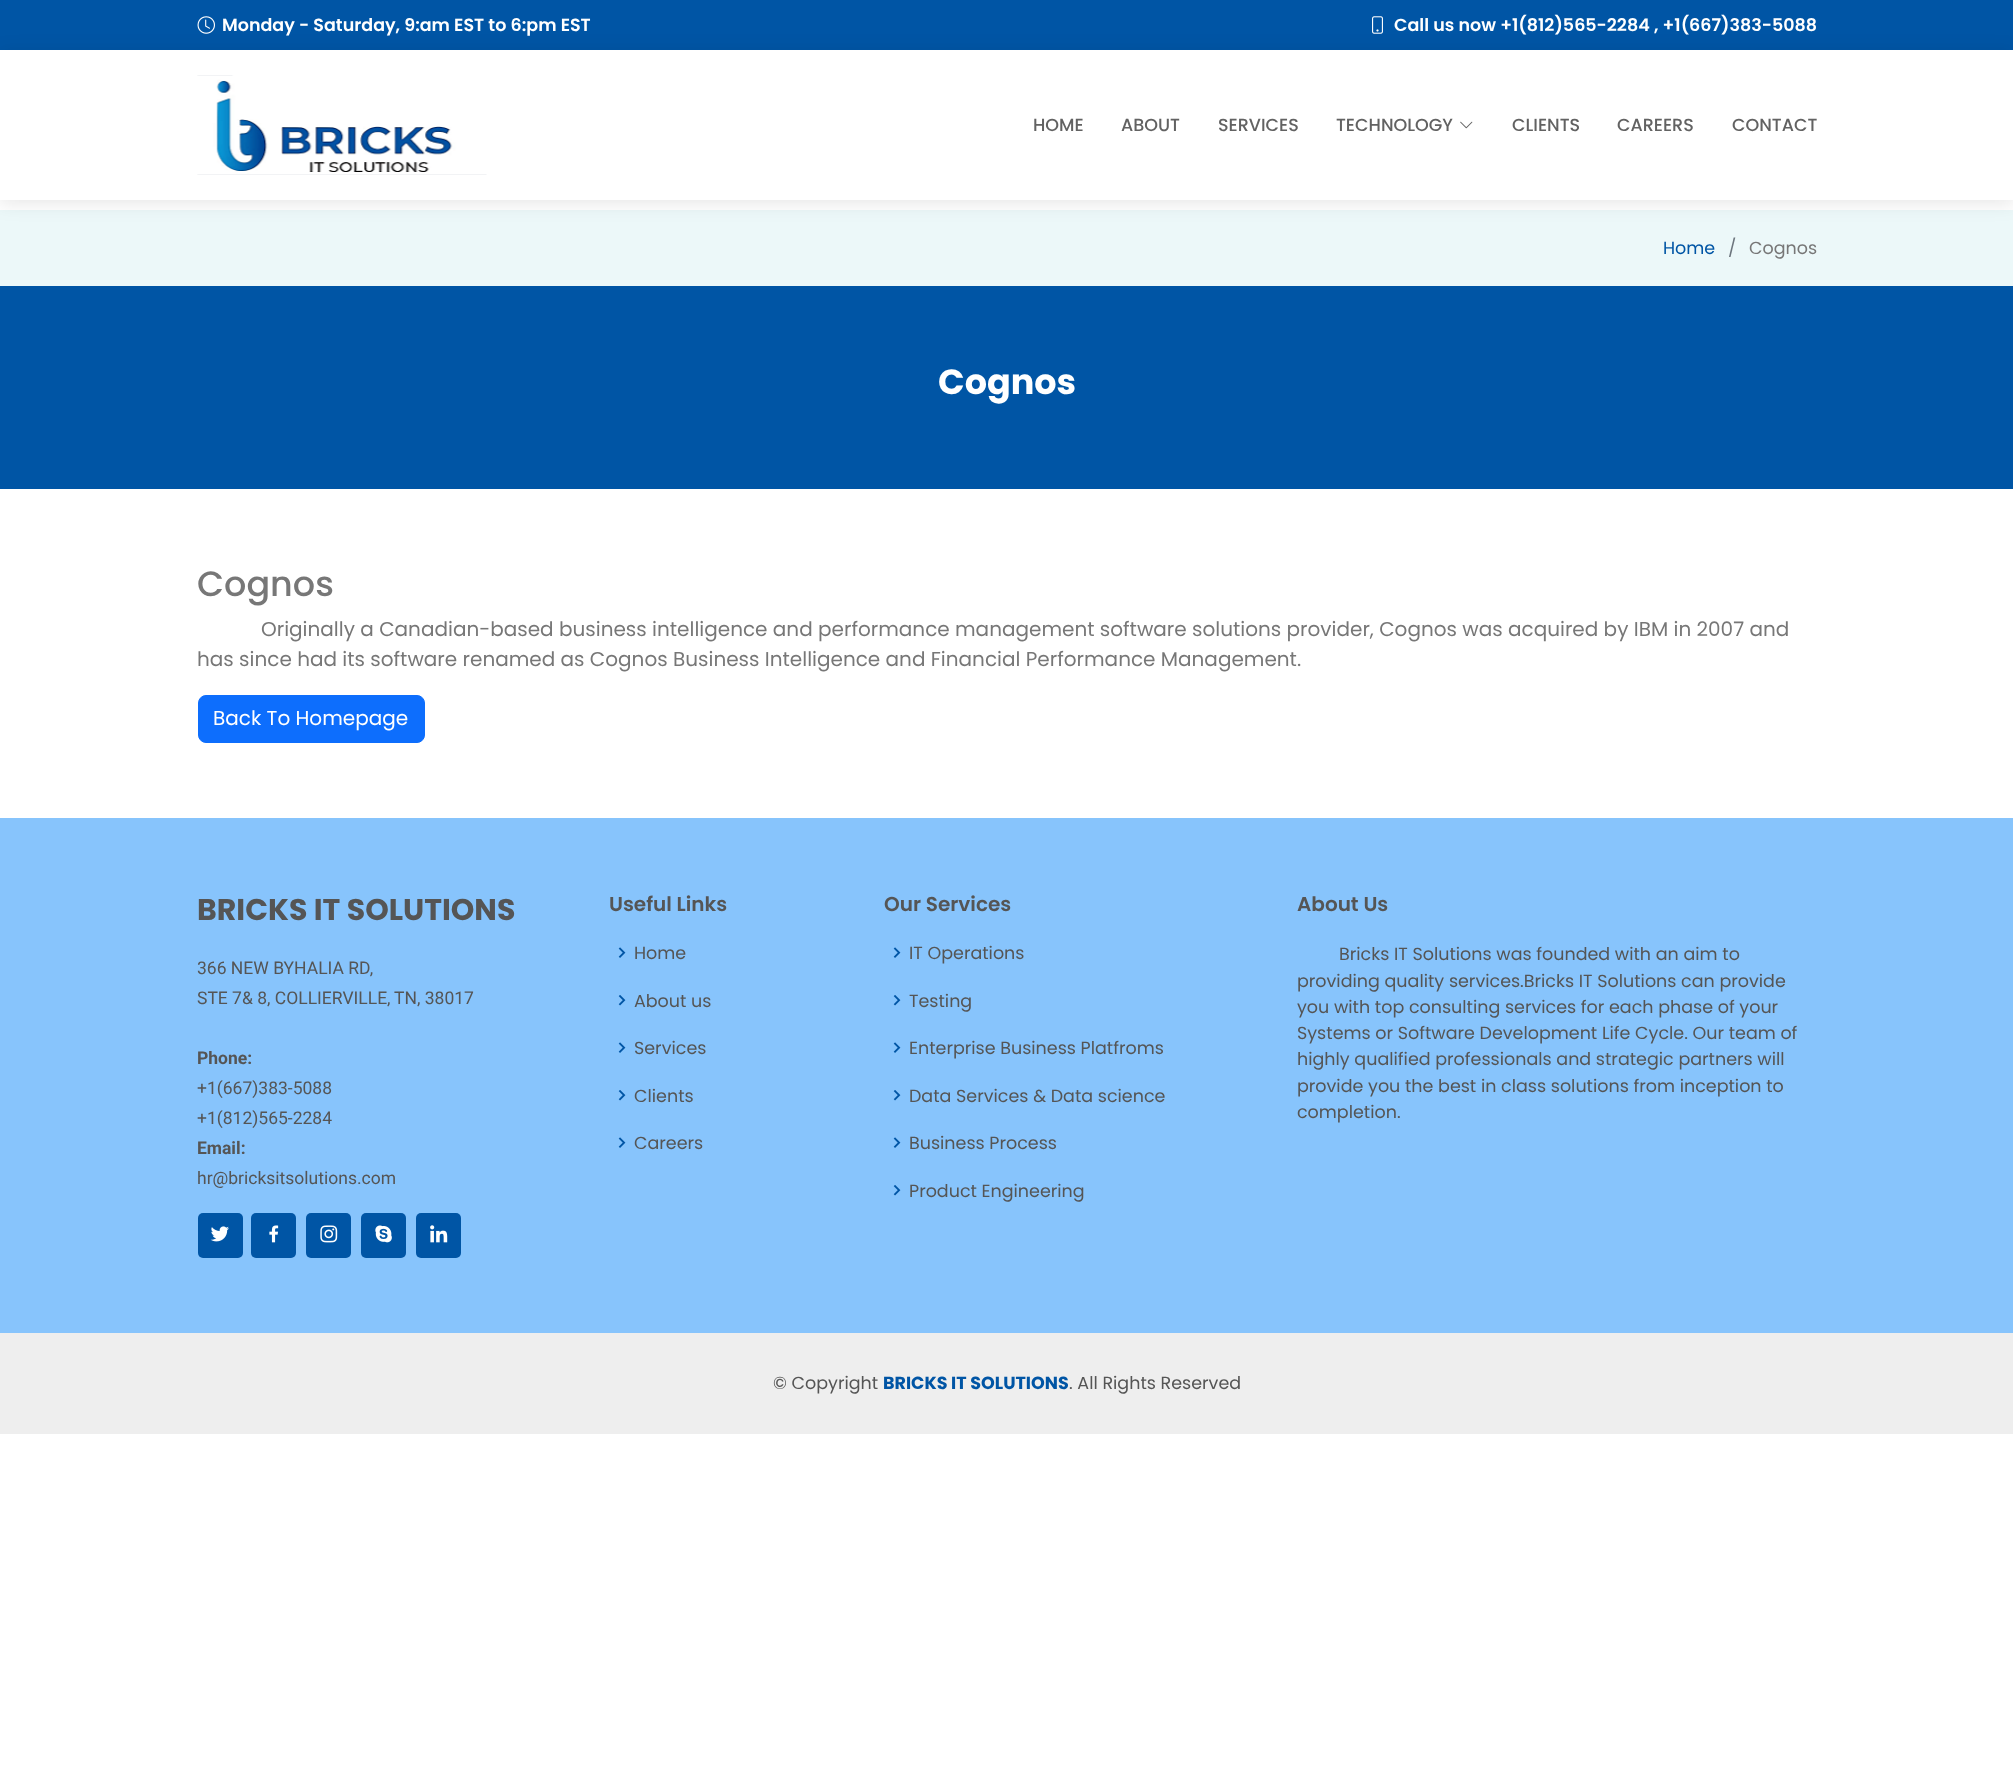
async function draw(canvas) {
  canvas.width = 2013;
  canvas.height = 1789;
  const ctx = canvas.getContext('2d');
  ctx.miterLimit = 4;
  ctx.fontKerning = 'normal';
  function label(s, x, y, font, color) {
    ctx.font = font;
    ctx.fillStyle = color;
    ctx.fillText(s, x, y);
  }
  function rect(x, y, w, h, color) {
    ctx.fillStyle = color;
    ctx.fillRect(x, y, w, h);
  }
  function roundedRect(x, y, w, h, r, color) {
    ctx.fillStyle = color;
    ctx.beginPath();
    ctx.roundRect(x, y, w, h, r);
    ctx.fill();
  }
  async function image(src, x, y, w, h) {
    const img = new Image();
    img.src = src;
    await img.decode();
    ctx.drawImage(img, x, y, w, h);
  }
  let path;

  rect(0, 0, 2013, 1789, '#fff');
  rect(0, 0, 2013, 50, '#0055a5');
  await image('assets/img1.png', 197, 16, 18, 18);
  label('Monday - Saturday, 9:am EST to 6:pm EST', 222, 31, '600 17.5px Poppins', '#fff');
  await image('assets/img2.png', 1372, 16, 11, 18);
  label('Call us now +1(812)565-2284 , +1(667)383-5088', 1394, 31, '600 17.5px Poppins', '#fff');
  rect(0, 210, 2013, 76, '#ecf8f9');
  ctx.save();
  path = new Path2D('M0 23H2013V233H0ZM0 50H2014V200H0Z');
  ctx.clip(path, 'evenodd');
  ctx.fillStyle = '#0000001a';
  ctx.filter = 'blur(9.5px)';
  ctx.beginPath();
  ctx.rect(0, 53, 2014, 150);
  ctx.fill();
  ctx.filter = 'none';
  ctx.restore();
  await image('assets/img3.png', 197, 75, 290, 100);
  label('HOME', 1033, 131, '500 17.5px Poppins', '#626262');
  label('ABOUT', 1121, 131, '500 17.5px Poppins', '#626262');
  label('SERVICES', 1218, 131, '500 17.5px Poppins', '#626262');
  label('TECHNOLOGY', 1336, 131, '500 17.5px Poppins', '#626262');
  await image('assets/img4.png', 1460, 121, 13, 8);
  label('CLIENTS', 1512, 131, '500 17.5px Poppins', '#626262');
  label('CAREERS', 1617, 131, '500 17.5px Poppins', '#626262');
  label('CONTACT', 1732, 131, '500 17.5px Poppins', '#626262');
  label('Home', 1663, 254, '17.5px Poppins', '#0055a5');
  label('/', 1728, 254, '17.5px Poppins', '#6c757d');
  label('Cognos', 1749, 254, '17.5px Poppins', '#777');
  rect(0, 286, 2013, 203, '#0055a5');
  label('Cognos', 938, 394, 'bold 35px Poppins', '#fff');
  label('Cognos', 197, 596, '500 35px Poppins', '#777');
  label('Originally a Canadian-based business intelligence and performance management software solutions provider, Cognos was acquired by IBM in 2007 and', 261, 636, '20px Poppins', '#777');
  label('has since had its software renamed as Cognos Business Intelligence and Financial Performance Management.', 197, 666, '20px Poppins', '#777');
  ctx.fillStyle = '#0d6efd';
  ctx.beginPath();
  ctx.roundRect(198.5, 695.5, 226, 47, 7.5);
  ctx.fill();
  ctx.strokeStyle = '#0d6efd';
  ctx.stroke();
  label('Back To Homepage', 213, 725, '20px Poppins', '#fff');
  rect(0, 1333, 2013, 101, '#eee');
  rect(0, 818, 2013, 515, '#87c4fc');
  label('BRICKS IT SOLUTIONS', 197, 920, 'bold 30px Poppins', '#555');
  label('366 NEW BYHALIA RD,', 197, 974, '17.5px Roboto', '#555');
  label('STE 7& 8, COLLIERVILLE,', 197, 1004, '17.5px Roboto', '#555');
  label('TN, 38017', 394, 1004, '17.5px Roboto', '#555');
  label('Phone:', 197, 1064, 'bold 17.5px Roboto', '#555');
  label('+1(667)383-5088', 197, 1094, '17.5px Roboto', '#555');
  label('+1(812)565-2284', 197, 1124, '17.5px Roboto', '#555');
  label('Email:', 197, 1154, 'bold 17.5px Roboto', '#555');
  label('hr@bricksitsolutions.com', 197, 1184, '17.5px Roboto', '#555');
  roundedRect(198, 1213, 45, 45, 5, '#0055a5');
  await image('assets/img5.png', 210, 1226, 19, 16);
  roundedRect(251, 1213, 45, 45, 5, '#0055a5');
  await image('assets/img6.png', 269, 1225, 10, 18);
  roundedRect(306, 1213, 45, 45, 5, '#0055a5');
  await image('assets/img7.png', 320, 1225, 18, 18);
  roundedRect(361, 1213, 45, 45, 5, '#0055a5');
  await image('assets/img8.png', 375, 1225, 17, 18);
  roundedRect(416, 1213, 45, 45, 5, '#0055a5');
  await image('assets/img9.png', 430, 1225, 18, 18);
  label('Useful Links', 609, 911, '600 20px Poppins', '#555');
  await image('assets/img10.png', 618, 947, 8, 11);
  label('Home', 634, 959, '17.5px Poppins', '#555');
  await image('assets/img11.png', 618, 995, 8, 11);
  label('About us', 634, 1007, '17.5px Poppins', '#555');
  await image('assets/img10.png', 618, 1042, 8, 11);
  label('Services', 634, 1054, '17.5px Poppins', '#555');
  await image('assets/img11.png', 618, 1090, 8, 11);
  label('Clients', 634, 1102, '17.5px Poppins', '#555');
  await image('assets/img10.png', 618, 1137, 8, 11);
  label('Careers', 634, 1149, '17.5px Poppins', '#555');
  label('Our Services', 884, 911, '600 20px Poppins', '#555');
  await image('assets/img10.png', 893, 947, 8, 11);
  label('IT Operations', 909, 959, '17.5px Poppins', '#555');
  await image('assets/img11.png', 893, 995, 8, 11);
  label('Testing', 909, 1007, '17.5px Poppins', '#555');
  await image('assets/img10.png', 893, 1042, 8, 11);
  label('Enterprise Business Platfroms', 909, 1054, '17.5px Poppins', '#555');
  await image('assets/img11.png', 893, 1090, 8, 11);
  label('Data Services & Data science', 909, 1102, '17.5px Poppins', '#555');
  await image('assets/img10.png', 893, 1137, 8, 11);
  label('Business Process', 909, 1149, '17.5px Poppins', '#555');
  await image('assets/img11.png', 893, 1185, 8, 11);
  label('Product Engineering', 909, 1197, '17.5px Poppins', '#555');
  label('About Us', 1297, 911, '600 20px Poppins', '#555');
  label('Bricks IT Solutions was founded with an aim to', 1339, 960, '17.5px Poppins', '#555');
  label('providing quality services.Bricks IT Solutions can provide', 1297, 987, '17.5px Poppins', '#555');
  label('you with top consulting services for each phase of your', 1297, 1013, '17.5px Poppins', '#555');
  label('Systems or Software Development Life Cycle. Our team of', 1297, 1039, '17.5px Poppins', '#555');
  label('highly qualified professionals and strategic partners will', 1297, 1065, '17.5px Poppins', '#555');
  label('provide you the best in class solutions from inception to', 1297, 1092, '17.5px Poppins', '#555');
  label('completion.', 1297, 1118, '17.5px Poppins', '#555');
  label('© Copyright', 773, 1389, '17.5px Poppins', '#555');
  label('BRICKS IT SOLUTIONS', 883, 1389, 'bold 17.5px Poppins', '#0055a5');
  label('. All Rights Reserved', 1069, 1389, '17.5px Poppins', '#555');
}

draw(document.querySelector('canvas'));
+--
**Your goal**
The expected answer is a copy of each line above containing "async".

**Solution to this exercise**
async function draw(canvas) {
  async function image(src, x, y, w, h) {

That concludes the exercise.